Records shown below:

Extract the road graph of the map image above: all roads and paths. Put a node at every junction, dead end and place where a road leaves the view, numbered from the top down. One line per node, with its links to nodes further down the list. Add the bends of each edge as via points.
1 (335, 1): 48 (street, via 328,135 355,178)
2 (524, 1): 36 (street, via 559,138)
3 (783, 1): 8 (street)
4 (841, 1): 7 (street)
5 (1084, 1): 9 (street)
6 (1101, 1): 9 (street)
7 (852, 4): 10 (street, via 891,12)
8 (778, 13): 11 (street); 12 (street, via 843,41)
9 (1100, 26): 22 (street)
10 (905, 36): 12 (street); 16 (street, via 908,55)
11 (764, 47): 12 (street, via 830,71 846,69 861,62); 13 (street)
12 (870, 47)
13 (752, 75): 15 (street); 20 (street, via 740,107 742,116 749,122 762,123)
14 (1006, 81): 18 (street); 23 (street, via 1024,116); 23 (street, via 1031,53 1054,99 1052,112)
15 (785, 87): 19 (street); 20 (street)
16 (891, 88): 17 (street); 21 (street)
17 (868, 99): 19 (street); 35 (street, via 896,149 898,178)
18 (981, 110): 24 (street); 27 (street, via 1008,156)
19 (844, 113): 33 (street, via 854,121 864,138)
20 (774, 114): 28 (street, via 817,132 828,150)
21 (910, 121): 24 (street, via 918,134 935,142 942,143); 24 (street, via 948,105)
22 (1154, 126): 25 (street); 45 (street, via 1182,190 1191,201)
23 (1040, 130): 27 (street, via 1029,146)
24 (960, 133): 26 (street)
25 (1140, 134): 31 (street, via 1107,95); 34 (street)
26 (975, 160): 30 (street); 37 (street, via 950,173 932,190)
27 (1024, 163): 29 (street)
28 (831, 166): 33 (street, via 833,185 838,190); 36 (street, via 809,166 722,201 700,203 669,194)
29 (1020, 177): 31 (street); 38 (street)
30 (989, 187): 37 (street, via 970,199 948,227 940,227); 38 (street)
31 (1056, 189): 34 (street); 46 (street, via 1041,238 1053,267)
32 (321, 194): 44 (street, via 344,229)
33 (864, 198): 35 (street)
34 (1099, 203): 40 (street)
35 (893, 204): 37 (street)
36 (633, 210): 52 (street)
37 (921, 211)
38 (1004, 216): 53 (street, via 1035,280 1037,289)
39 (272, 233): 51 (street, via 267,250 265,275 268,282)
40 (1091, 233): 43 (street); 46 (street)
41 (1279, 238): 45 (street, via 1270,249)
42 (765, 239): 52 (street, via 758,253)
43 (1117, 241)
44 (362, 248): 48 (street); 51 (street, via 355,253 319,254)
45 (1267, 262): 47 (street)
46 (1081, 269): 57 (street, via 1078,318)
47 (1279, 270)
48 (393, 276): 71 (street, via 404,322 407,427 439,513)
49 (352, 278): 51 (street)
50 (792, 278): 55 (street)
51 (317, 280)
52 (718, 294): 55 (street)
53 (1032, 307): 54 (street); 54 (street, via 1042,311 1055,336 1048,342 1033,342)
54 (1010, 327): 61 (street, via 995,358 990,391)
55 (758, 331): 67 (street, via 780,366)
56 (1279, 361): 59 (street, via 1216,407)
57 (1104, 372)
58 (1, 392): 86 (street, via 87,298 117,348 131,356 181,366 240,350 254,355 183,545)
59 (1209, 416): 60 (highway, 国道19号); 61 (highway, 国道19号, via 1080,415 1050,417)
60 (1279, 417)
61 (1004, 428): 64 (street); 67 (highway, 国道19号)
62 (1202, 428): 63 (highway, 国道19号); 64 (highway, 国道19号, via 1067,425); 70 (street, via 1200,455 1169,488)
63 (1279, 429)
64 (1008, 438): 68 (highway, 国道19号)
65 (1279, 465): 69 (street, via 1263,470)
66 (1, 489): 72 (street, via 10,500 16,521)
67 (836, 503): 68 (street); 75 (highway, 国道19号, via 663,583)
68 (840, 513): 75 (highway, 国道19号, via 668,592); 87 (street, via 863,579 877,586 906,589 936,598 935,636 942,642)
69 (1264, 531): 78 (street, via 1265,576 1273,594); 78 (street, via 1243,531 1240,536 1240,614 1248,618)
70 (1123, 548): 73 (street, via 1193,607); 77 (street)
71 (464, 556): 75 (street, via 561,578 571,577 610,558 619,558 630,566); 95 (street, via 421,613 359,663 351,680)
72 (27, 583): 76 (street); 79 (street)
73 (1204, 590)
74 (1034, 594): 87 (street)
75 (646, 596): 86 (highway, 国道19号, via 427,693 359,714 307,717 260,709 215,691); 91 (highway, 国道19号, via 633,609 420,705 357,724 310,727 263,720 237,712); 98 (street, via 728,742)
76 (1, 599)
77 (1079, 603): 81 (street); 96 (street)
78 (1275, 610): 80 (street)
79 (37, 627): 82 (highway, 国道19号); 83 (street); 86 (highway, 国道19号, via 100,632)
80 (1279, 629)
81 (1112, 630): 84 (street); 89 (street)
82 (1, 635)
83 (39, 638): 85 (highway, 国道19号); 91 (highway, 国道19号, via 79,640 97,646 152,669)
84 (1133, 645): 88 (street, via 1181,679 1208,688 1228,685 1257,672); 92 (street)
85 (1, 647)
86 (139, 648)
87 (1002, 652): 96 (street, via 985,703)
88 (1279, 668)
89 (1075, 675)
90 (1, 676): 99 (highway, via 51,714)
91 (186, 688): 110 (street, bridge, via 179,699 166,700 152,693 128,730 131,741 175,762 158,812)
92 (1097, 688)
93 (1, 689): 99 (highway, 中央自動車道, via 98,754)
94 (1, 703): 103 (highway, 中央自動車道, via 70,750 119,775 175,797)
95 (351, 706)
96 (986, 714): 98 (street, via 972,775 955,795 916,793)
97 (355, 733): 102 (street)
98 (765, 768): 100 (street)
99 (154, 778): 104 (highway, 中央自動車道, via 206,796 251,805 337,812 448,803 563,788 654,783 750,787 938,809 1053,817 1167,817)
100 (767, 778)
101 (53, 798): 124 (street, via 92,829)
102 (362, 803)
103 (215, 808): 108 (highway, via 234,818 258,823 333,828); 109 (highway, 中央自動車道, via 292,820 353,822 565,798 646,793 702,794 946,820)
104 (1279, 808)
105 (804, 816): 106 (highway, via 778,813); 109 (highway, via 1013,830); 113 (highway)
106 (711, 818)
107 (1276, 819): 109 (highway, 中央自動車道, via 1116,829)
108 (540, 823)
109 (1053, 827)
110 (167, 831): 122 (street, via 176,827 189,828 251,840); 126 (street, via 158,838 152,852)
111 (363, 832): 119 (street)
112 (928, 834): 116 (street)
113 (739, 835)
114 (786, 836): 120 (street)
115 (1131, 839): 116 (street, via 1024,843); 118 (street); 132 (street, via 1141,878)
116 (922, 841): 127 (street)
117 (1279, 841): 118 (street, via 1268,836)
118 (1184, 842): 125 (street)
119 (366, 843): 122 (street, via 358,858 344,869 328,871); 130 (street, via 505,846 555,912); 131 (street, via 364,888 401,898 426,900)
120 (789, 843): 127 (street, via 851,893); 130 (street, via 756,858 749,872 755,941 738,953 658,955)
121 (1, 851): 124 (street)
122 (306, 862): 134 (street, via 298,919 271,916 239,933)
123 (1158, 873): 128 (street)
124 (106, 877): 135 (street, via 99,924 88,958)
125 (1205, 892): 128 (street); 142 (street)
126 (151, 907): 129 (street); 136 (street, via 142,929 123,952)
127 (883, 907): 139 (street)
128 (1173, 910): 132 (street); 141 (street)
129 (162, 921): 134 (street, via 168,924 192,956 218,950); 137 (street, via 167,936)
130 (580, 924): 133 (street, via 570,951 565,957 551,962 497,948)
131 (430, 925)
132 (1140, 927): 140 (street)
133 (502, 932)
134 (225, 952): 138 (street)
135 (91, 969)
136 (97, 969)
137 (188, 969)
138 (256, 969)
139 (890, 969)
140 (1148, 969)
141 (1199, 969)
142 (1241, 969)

End of Records shown.
Records shown below:

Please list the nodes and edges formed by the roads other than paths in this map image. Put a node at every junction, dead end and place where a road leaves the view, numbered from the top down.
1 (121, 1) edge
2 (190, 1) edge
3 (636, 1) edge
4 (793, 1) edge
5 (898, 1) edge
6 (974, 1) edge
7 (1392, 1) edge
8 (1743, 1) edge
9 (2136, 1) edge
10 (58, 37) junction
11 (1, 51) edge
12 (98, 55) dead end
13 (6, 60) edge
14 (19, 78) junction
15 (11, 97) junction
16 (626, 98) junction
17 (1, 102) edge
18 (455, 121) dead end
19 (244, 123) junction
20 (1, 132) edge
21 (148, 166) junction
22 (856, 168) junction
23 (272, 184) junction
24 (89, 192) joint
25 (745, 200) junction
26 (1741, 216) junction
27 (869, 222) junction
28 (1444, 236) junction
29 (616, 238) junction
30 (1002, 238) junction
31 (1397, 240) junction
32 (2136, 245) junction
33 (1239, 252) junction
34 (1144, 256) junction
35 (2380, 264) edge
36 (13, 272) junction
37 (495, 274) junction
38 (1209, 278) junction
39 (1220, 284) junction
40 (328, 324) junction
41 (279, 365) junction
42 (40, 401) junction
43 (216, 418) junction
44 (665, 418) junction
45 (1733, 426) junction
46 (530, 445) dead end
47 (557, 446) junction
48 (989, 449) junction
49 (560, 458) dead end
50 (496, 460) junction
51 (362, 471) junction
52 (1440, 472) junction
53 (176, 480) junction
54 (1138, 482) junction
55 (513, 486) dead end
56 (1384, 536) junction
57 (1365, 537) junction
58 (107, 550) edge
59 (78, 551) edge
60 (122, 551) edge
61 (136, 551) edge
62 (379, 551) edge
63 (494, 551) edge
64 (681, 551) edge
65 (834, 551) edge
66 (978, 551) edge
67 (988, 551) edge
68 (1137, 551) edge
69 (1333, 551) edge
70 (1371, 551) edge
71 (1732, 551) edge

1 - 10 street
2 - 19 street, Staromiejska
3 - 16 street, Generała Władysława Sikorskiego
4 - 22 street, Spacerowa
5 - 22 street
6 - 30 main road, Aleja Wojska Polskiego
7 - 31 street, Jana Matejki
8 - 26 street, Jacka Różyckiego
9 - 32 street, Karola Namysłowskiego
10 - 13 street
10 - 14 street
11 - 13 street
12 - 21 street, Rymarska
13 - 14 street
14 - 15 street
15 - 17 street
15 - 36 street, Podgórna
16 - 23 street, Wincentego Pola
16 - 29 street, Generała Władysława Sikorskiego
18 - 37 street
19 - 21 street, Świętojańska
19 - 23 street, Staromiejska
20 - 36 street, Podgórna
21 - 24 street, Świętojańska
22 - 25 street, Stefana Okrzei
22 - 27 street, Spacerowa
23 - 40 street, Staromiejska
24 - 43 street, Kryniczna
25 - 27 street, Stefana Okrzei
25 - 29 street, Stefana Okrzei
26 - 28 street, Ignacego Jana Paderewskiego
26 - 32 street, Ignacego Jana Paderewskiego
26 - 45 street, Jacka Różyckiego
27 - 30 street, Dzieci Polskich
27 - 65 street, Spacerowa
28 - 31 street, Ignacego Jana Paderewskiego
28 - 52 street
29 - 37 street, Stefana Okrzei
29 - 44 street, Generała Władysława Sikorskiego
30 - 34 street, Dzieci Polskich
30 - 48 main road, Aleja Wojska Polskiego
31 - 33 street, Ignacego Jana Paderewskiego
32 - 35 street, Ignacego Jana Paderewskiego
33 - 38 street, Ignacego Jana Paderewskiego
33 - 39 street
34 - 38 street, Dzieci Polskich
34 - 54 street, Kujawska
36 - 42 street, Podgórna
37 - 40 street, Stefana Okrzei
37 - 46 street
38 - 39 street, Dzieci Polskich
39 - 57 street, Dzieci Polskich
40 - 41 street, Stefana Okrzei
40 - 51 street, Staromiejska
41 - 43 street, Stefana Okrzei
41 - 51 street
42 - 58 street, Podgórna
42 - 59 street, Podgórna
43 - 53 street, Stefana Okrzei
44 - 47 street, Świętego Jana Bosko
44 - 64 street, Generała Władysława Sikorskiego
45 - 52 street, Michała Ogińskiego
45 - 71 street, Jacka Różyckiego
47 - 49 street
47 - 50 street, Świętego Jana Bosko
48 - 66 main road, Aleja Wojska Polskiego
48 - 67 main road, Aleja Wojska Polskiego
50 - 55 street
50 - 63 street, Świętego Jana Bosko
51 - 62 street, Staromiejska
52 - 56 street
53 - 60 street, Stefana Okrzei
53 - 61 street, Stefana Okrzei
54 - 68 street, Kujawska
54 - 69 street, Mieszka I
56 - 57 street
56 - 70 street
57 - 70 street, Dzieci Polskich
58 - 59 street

End of Records shown.

▸ What you need to do
Reproduce every line above containing "where".

▸ Exercise solution
Extract the road graph of the map image above: all roads and paths. Put a node at every junction, dead end and place where a road leaves the view, numbered from the top down. One line per node, with its links to nodes further down the list. Add the bends of each edge as via points.
Please list the nodes and edges formed by the roads other than paths in this map image. Put a node at every junction, dead end and place where a road leaves the view, numbered from the top down.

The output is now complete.